Note that you want to check a total of n-m+1 substrings, not n-m, hence the correct loop is for s in range(n-m+1). Checked by the second example (finding "xx" in "xxxxx").

Also worth noting:

1. The line h = pow(d,m-1)%q may be too slow if m is large. It is better to take the result modulo q after each of the m-2 multiplications.
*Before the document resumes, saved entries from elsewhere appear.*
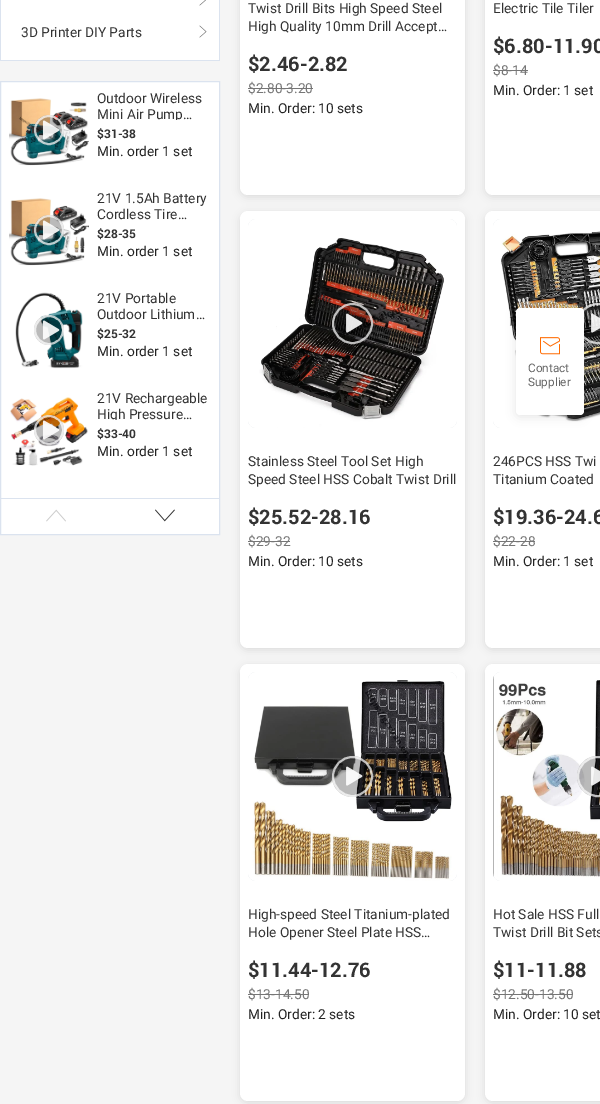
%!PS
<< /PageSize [600 1104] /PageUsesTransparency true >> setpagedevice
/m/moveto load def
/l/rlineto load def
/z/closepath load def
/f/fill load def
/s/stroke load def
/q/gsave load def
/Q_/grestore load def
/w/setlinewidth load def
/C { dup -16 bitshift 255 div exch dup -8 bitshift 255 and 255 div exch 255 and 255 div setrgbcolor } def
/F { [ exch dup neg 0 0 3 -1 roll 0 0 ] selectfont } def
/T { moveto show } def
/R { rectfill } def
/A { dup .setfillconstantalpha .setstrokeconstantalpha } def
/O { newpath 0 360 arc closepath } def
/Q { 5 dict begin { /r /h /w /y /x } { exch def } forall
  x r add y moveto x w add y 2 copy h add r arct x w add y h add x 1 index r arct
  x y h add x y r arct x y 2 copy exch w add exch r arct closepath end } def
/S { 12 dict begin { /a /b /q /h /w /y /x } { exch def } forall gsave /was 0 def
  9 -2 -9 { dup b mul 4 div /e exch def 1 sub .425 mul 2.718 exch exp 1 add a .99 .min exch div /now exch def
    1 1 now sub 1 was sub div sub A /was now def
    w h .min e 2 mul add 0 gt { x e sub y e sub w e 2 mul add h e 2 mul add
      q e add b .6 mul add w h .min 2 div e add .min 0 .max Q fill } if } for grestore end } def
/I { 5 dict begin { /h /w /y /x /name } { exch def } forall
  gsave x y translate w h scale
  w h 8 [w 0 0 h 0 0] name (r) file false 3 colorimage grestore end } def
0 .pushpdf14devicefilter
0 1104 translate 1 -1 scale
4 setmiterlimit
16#F5F5F5 C
0 0 600 1104 R
16#FFFFFF C
1 0 218 60 R
16#DBE3EF C
219 0 1 61 R
0 60 220 1 R
0 0 1 61 R
(1.rgb) 199 0 7 6 I
/Roboto-Regular 14 F
16#333333 C
(3D Printer DIY Parts) 21 37 T
(2.rgb) 199 25 8 13 I
16#FFFFFF C
.5 81.5 m 219 0 l 0 453 l -219 0 l z q f Q_
16#DBE3EF C
s
(3.rgb) 9 98 80 68 I
0.27 A
16#000000 C
49 130 15 O f
0.72 A
16#FFFFFF C
2 w
49 130 14 O s
1 A
(4.rgb) 42 120 18 20 I
16#333333 C
(Outdoor Wireless) 97 103 T
q
97 90 114 30 rectclip
(Mini Air Pump…) 97 119 T
Q_
/Roboto-Bold 12 F
($31-38) 97 138 T
/Roboto-Regular 14 F
16#222222 C
(Min. order 1 set) 97 156 T
(5.rgb) 9 198 80 68 I
0.27 A
16#000000 C
49 230 15 O f
0.72 A
16#FFFFFF C
49 230 14 O s
1 A
(6.rgb) 42 220 18 20 I
16#333333 C
(21V 1.5Ah Battery) 97 203 T
(Cordless Tire…) 97 219 T
/Roboto-Bold 12 F
($28-35) 97 238 T
/Roboto-Regular 14 F
16#222222 C
(Min. order 1 set) 97 256 T
(7.rgb) 15 292 68 77 I
0.27 A
16#000000 C
49 330 15 O f
0.72 A
16#FFFFFF C
49 330 14 O s
1 A
(8.rgb) 42 320 18 20 I
16#333333 C
(21V Portable) 97 303 T
(Outdoor Lithium…) 97 319 T
/Roboto-Bold 12 F
($25-32) 97 338 T
/Roboto-Regular 14 F
16#222222 C
(Min. order 1 set) 97 356 T
(9.rgb) 10 397 78 69 I
0.27 A
16#000000 C
49 430 15 O f
0.72 A
16#FFFFFF C
49 430 14 O s
1 A
(10.rgb) 42 420 18 20 I
16#333333 C
(21V Rechargeable) 97 403 T
q
97 390 114 30 rectclip
(High Pressure…) 97 419 T
Q_
/Roboto-Bold 12 F
($33-40) 97 438 T
/Roboto-Regular 14 F
16#222222 C
(Min. order 1 set) 97 456 T
16#DBE3EF C
1 498 218 1 R
(11.rgb) 46 509 20 13 I
(12.rgb) 155 509 20 13 I
16#000000 C
240 -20 225 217 8 4 .1 S
16#FFFFFF C
240 -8 225 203 8 Q f
16#333333 C
(Twist Drill Bits High Speed Steel) 248 13 T
(High Quality 10mm Drill Accept…) 248 31 T
/Roboto-Bold 20 F
($2.46-2.82) 248 71 T
/Roboto-Regular 14 F
16#767676 C
($2.80-3.20) 248 93 T
248 88 65 1 R
16#222222 C
(Min. Order: 10 sets) 248 113 T
16#000000 C
485 -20 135 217 8 4 .1 S
16#FFFFFF C
485 -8 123 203 8 Q f
16#333333 C
(Electric Tile Tiler) 493 13 T
/Roboto-Bold 20 F
($6.80-11.90) 493 53 T
/Roboto-Regular 14 F
16#767676 C
($8-14) 493 75 T
493 70 35 1 R
16#222222 C
(Min. Order: 1 set) 493 95 T
16#000000 C
240 213 225 437 8 4 .1 S
16#FFFFFF C
240 211 225 437 8 Q f
(13.rgb) 248 219 209 209 I
0.27 A
16#000000 C
352.5 323.5 20.5 O f
0.72 A
16#FFFFFF C
352.5 323.5 19.5 O s
1 A
(14.rgb) 346 313 17 20 I
16#333333 C
(Stainless Steel Tool Set High) 248 466 T
(Speed Steel HSS Cobalt Twist Drill) 248 484 T
/Roboto-Bold 20 F
($25.52-28.16) 248 524 T
/Roboto-Regular 14 F
16#767676 C
($29-32) 248 546 T
248 541 42 1 R
16#222222 C
(Min. Order: 10 sets) 248 566 T
16#000000 C
485 213 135 437 8 4 .1 S
16#FFFFFF C
485 211 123 437 8 Q f
(15.rgb) 493 219 107 209 I
0.27 A
16#000000 C
597.5 323.5 20.5 O f
0.72 A
16#FFFFFF C
597.5 323.5 19.5 O s
1 A
(16.rgb) 591 313 9 20 I
16#333333 C
(246PCS HSS Twi) 493 466 T
(Titanium Coated) 493 484 T
/Roboto-Bold 20 F
($19.36-24.6) 493 524 T
/Roboto-Regular 14 F
16#767676 C
($22-28) 493 546 T
493 541 42 1 R
16#222222 C
(Min. Order: 1 set) 493 566 T
16#000000 C
240 666 225 437 8 4 .1 S
16#FFFFFF C
240 664 225 437 8 Q f
(17.rgb) 248 672 209 209 I
0.27 A
16#000000 C
352.5 776.5 20.5 O f
0.72 A
16#FFFFFF C
352.5 776.5 19.5 O s
1 A
(18.rgb) 346 766 17 20 I
16#333333 C
(High-speed Steel Titanium-plated) 248 919 T
(Hole Opener Steel Plate HSS…) 248 937 T
/Roboto-Bold 20 F
($11.44-12.76) 248 977 T
/Roboto-Regular 14 F
16#767676 C
($13-14.50) 248 999 T
248 994 61 1 R
16#222222 C
(Min. Order: 2 sets) 248 1019 T
16#000000 C
485 666 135 437 8 4 .1 S
16#FFFFFF C
485 664 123 437 8 Q f
(19.rgb) 493 672 107 209 I
0.27 A
16#000000 C
597.5 776.5 20.5 O f
0.72 A
16#FFFFFF C
597.5 776.5 19.5 O s
1 A
(20.rgb) 591 766 9 20 I
16#333333 C
(Hot Sale HSS Full) 493 919 T
(Twist Drill Bit Sets) 493 937 T
/Roboto-Bold 20 F
($11-11.88) 493 977 T
/Roboto-Regular 14 F
16#767676 C
($12.50-13.50) 493 999 T
493 994 80 1 R
16#222222 C
(Min. Order: 10 set) 493 1019 T
16#000000 C
516 310 68 107 4 5 .1 S
16#FFFFFF C
516 308 68 107 4 Q f
(21.rgb) 540 337 20 18 I
/Roboto-Regular 12 F
16#666666 C
(Contact) 528 372 T
(Supplier) 528 386 T
.poppdf14devicefilter showpage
2. This algorithm is still O(nm) in the worst case. With text="a"*100000 and pattern="a"*50000, it will find 50001 positions where a substring of text matches the pattern, and it will check them all character-by-character. If you expect your code to work fast in such extreme cases, you should skip the character-by-character comparison and find a way to deal with false positives (i.e., hashes are equal but strings are not). Picking a large prime number q may help reduce the probability of a false positive to an acceptable level.

Solution 2:

Ok, so the answer is that you need to indent the "for s" loop:

def Rabin_Karp_Matcher(text, pattern, d, q):
    n = len(text)
    m = len(pattern)
    h = pow(d,m-1)%q
    p = 0
    t =0
    result = []
    for i in range(m): # preprocessing
        p = (d*p+ord(pattern[i]))%q
        t = (d*t+ord(text[i]))%q

        for s in range(n-m):
            if p == t: # check character by character
                match = True
                for i in range(m):
                    if pattern[i] != text[s+i]:
                        match = False
                        break
                if match:
                    result = result + [s]
            if s < n-m:
                    t = (d*(t-ord(text[s+1])*h)+ord(text[s+m]))%q #index out of bounds here


    return result

This gives me the answer 6, which is what you are looking for I imagine. Interesting algorithm man.